What you give back must match the records below exactly, apart from the pictures, which are omitted.

======== TASK MATERIAL

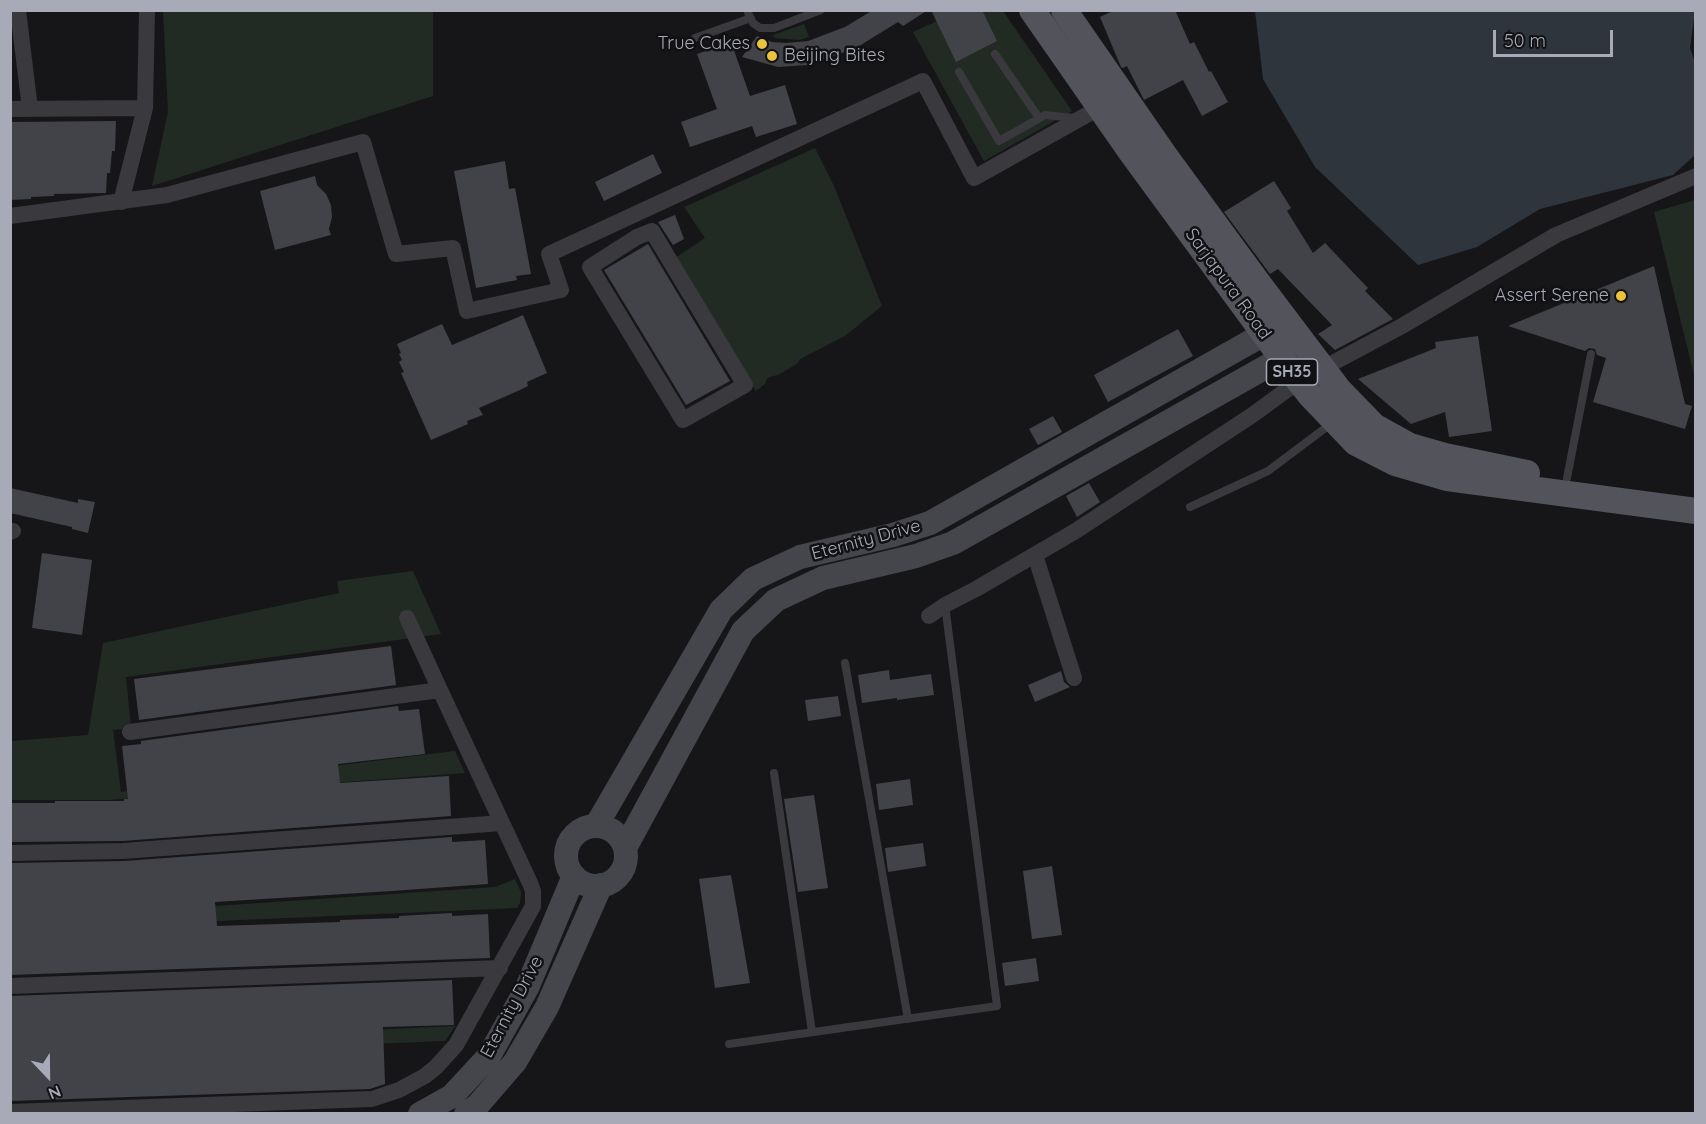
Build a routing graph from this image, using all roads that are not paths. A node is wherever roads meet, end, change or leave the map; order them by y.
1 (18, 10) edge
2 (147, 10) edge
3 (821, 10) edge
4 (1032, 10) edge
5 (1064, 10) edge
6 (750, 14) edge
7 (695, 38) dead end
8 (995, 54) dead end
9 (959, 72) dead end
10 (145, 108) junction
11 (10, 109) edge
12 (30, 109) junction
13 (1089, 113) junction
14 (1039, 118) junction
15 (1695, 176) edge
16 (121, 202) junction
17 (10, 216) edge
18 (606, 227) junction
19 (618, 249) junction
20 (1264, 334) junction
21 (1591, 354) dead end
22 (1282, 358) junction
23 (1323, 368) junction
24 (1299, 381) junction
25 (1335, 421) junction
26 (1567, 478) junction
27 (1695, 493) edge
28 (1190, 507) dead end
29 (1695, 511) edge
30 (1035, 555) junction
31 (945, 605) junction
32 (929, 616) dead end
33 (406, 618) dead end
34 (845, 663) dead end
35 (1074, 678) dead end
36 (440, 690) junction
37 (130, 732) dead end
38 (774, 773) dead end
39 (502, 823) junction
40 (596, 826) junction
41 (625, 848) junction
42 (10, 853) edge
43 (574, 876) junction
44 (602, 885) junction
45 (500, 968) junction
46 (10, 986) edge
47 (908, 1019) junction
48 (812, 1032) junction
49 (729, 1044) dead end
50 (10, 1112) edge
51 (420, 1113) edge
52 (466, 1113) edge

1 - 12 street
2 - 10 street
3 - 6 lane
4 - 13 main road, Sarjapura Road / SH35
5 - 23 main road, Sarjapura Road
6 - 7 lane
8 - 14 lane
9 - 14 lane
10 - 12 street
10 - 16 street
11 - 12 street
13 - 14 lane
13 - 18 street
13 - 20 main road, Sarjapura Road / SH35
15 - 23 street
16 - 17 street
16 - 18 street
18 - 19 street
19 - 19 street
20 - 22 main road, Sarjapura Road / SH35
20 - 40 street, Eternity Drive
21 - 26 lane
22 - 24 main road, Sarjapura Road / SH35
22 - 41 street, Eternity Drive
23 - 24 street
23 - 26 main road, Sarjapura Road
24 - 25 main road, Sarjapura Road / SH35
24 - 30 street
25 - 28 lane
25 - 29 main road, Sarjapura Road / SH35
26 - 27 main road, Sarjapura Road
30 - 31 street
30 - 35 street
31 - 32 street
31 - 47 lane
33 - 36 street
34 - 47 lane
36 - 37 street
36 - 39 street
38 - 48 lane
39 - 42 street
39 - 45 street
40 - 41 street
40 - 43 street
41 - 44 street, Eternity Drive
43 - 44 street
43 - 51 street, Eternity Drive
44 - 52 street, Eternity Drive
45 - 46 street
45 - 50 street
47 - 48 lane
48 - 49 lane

================

RESPONSE AREA:
Build a routing graph from this image, using all roads that are not paths. A node is wherever roads meet, end, change or leave the map; order them by y.
1 (18, 10) edge
2 (147, 10) edge
3 (821, 10) edge
4 (1032, 10) edge
5 (1064, 10) edge
6 (750, 14) edge
7 (695, 38) dead end
8 (995, 54) dead end
9 (959, 72) dead end
10 (145, 108) junction
11 (10, 109) edge
12 (30, 109) junction
13 (1089, 113) junction
14 (1039, 118) junction
15 (1695, 176) edge
16 (121, 202) junction
17 (10, 216) edge
18 (606, 227) junction
19 (618, 249) junction
20 (1264, 334) junction
21 (1591, 354) dead end
22 (1282, 358) junction
23 (1323, 368) junction
24 (1299, 381) junction
25 (1335, 421) junction
26 (1567, 478) junction
27 (1695, 493) edge
28 (1190, 507) dead end
29 (1695, 511) edge
30 (1035, 555) junction
31 (945, 605) junction
32 (929, 616) dead end
33 (406, 618) dead end
34 (845, 663) dead end
35 (1074, 678) dead end
36 (440, 690) junction
37 (130, 732) dead end
38 (774, 773) dead end
39 (502, 823) junction
40 (596, 826) junction
41 (625, 848) junction
42 (10, 853) edge
43 (574, 876) junction
44 (602, 885) junction
45 (500, 968) junction
46 (10, 986) edge
47 (908, 1019) junction
48 (812, 1032) junction
49 (729, 1044) dead end
50 (10, 1112) edge
51 (420, 1113) edge
52 (466, 1113) edge

1 - 12 street
2 - 10 street
3 - 6 lane
4 - 13 main road, Sarjapura Road / SH35
5 - 23 main road, Sarjapura Road
6 - 7 lane
8 - 14 lane
9 - 14 lane
10 - 12 street
10 - 16 street
11 - 12 street
13 - 14 lane
13 - 18 street
13 - 20 main road, Sarjapura Road / SH35
15 - 23 street
16 - 17 street
16 - 18 street
18 - 19 street
19 - 19 street
20 - 22 main road, Sarjapura Road / SH35
20 - 40 street, Eternity Drive
21 - 26 lane
22 - 24 main road, Sarjapura Road / SH35
22 - 41 street, Eternity Drive
23 - 24 street
23 - 26 main road, Sarjapura Road
24 - 25 main road, Sarjapura Road / SH35
24 - 30 street
25 - 28 lane
25 - 29 main road, Sarjapura Road / SH35
26 - 27 main road, Sarjapura Road
30 - 31 street
30 - 35 street
31 - 32 street
31 - 47 lane
33 - 36 street
34 - 47 lane
36 - 37 street
36 - 39 street
38 - 48 lane
39 - 42 street
39 - 45 street
40 - 41 street
40 - 43 street
41 - 44 street, Eternity Drive
43 - 44 street
43 - 51 street, Eternity Drive
44 - 52 street, Eternity Drive
45 - 46 street
45 - 50 street
47 - 48 lane
48 - 49 lane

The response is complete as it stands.